## Work to be completed
Please count the lines in the data below that hold "roads" and answer with the number by itself.

## Data records

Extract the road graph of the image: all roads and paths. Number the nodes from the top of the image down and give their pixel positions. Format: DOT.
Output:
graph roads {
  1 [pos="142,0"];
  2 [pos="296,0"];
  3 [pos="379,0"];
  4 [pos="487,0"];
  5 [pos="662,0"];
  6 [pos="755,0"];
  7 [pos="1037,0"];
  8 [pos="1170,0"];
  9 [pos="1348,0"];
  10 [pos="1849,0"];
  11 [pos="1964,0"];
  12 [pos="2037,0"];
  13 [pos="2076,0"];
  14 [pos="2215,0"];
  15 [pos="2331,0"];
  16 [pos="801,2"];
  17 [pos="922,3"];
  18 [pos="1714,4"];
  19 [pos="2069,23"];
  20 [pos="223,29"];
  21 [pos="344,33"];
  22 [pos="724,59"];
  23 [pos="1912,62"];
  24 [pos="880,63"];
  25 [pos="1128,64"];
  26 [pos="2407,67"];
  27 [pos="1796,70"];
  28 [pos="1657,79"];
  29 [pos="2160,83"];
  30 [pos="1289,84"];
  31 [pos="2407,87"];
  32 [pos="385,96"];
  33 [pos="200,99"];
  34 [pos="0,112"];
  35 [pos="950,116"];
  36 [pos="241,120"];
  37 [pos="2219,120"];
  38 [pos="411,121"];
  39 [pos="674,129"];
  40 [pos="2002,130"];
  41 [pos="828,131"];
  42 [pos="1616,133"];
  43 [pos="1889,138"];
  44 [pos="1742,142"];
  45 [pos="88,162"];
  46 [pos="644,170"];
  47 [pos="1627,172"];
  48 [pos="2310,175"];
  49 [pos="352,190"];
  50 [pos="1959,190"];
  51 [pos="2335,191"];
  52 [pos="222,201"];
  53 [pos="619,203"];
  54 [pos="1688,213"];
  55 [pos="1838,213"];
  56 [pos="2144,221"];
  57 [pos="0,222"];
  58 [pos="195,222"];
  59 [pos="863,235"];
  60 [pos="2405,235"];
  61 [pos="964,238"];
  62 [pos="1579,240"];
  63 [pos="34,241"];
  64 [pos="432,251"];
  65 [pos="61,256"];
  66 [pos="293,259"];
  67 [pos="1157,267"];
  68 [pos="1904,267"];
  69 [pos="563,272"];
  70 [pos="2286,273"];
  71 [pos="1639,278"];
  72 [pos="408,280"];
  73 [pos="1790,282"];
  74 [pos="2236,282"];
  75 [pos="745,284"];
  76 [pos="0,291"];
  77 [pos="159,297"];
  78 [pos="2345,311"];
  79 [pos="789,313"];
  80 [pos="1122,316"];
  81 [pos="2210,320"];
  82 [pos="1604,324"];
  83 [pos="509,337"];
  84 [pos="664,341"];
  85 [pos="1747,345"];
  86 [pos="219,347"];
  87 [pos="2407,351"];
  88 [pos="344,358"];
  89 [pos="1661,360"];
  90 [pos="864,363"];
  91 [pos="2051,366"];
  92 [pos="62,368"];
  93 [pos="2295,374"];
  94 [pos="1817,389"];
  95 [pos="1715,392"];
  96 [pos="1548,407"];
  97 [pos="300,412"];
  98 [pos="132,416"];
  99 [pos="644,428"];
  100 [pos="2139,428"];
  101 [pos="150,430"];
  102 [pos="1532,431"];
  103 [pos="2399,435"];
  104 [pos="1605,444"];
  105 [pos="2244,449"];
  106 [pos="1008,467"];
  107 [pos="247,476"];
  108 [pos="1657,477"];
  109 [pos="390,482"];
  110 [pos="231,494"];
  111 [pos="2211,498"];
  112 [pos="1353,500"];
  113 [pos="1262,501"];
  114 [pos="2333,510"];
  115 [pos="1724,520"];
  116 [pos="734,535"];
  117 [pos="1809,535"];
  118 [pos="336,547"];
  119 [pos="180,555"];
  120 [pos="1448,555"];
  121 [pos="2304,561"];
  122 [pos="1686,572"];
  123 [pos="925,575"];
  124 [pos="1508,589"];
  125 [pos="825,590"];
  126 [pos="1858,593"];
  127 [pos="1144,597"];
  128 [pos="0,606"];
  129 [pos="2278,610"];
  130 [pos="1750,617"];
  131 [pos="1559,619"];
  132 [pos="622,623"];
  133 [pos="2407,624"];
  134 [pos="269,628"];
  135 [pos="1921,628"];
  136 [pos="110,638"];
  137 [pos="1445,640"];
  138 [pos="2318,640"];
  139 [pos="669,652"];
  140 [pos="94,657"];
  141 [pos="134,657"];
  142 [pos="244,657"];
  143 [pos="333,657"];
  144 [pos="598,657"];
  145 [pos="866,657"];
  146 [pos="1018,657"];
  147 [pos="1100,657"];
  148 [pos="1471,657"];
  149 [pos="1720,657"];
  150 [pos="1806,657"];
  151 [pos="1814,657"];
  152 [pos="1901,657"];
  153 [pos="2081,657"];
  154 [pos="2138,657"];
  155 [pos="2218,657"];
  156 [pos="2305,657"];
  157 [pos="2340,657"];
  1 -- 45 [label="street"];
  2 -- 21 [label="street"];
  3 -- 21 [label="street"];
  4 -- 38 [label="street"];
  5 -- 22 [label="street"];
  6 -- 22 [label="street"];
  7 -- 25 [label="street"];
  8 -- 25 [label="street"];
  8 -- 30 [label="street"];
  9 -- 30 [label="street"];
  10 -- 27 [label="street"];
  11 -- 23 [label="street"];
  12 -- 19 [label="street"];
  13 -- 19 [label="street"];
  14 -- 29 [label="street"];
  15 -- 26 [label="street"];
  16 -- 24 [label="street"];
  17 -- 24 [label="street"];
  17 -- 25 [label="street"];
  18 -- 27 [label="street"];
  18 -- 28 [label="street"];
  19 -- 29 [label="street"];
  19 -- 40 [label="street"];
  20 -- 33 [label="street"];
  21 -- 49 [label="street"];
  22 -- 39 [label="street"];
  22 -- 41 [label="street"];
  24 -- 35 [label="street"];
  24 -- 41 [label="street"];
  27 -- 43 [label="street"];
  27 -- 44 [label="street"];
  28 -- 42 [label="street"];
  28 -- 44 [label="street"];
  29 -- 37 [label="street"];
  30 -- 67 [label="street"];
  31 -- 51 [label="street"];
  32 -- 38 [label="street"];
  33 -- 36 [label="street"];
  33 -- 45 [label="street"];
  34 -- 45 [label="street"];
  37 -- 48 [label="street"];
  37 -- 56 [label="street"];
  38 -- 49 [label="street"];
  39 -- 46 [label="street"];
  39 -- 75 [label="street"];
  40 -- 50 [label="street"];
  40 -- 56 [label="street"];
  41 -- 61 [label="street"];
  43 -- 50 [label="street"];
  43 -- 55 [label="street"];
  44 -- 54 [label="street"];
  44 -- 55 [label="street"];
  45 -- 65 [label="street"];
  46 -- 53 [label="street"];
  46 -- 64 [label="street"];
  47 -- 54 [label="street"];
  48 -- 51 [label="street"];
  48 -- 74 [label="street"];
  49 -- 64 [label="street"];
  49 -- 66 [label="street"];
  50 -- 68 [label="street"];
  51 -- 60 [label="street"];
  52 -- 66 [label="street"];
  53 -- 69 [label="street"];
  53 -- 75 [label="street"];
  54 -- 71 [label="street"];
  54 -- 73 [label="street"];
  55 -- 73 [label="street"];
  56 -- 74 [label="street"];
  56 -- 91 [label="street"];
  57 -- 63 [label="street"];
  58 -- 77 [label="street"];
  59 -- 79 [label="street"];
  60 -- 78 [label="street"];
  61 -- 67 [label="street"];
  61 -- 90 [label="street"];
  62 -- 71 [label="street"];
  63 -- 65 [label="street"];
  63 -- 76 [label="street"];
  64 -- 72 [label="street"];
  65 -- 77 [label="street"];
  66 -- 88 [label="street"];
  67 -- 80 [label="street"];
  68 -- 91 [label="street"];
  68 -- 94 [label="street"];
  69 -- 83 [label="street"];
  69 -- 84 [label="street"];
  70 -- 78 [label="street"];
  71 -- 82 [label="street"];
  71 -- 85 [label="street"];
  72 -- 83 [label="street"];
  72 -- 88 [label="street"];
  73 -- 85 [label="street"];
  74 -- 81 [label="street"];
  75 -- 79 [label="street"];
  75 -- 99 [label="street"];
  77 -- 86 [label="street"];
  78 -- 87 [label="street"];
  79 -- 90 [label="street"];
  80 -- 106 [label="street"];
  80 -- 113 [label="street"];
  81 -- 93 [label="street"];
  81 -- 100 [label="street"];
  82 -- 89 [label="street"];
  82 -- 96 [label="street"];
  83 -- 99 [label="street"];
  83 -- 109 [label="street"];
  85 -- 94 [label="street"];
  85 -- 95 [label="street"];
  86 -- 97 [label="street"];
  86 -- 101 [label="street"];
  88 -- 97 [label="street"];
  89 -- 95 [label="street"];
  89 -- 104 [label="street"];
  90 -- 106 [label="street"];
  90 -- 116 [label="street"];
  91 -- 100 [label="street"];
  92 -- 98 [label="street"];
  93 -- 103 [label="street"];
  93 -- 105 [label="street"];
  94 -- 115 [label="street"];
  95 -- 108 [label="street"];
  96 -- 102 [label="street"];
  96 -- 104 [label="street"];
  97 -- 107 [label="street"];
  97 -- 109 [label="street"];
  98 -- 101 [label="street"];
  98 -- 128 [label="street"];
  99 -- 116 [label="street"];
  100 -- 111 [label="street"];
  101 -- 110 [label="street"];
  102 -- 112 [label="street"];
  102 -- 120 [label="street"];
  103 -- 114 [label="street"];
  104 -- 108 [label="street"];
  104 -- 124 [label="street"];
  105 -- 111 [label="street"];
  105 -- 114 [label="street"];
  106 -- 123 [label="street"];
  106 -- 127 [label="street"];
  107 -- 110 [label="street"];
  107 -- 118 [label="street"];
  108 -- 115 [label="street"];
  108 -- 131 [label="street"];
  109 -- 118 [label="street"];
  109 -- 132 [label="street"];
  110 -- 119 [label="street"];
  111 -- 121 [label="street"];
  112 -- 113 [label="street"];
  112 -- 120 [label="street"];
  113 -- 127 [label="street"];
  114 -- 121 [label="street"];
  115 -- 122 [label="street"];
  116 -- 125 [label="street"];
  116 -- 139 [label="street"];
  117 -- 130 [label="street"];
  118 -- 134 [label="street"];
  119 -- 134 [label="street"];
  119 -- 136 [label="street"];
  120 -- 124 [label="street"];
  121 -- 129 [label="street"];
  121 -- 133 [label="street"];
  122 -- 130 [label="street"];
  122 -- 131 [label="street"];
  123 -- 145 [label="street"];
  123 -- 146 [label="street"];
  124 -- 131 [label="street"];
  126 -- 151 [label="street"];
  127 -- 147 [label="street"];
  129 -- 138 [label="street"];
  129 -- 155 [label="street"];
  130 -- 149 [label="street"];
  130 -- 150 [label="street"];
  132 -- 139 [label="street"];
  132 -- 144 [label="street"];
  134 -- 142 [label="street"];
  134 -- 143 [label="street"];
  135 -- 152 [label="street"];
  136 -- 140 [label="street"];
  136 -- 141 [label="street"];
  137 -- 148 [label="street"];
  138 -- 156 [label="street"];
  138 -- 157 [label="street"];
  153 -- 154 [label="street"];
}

## Answer to this problem
2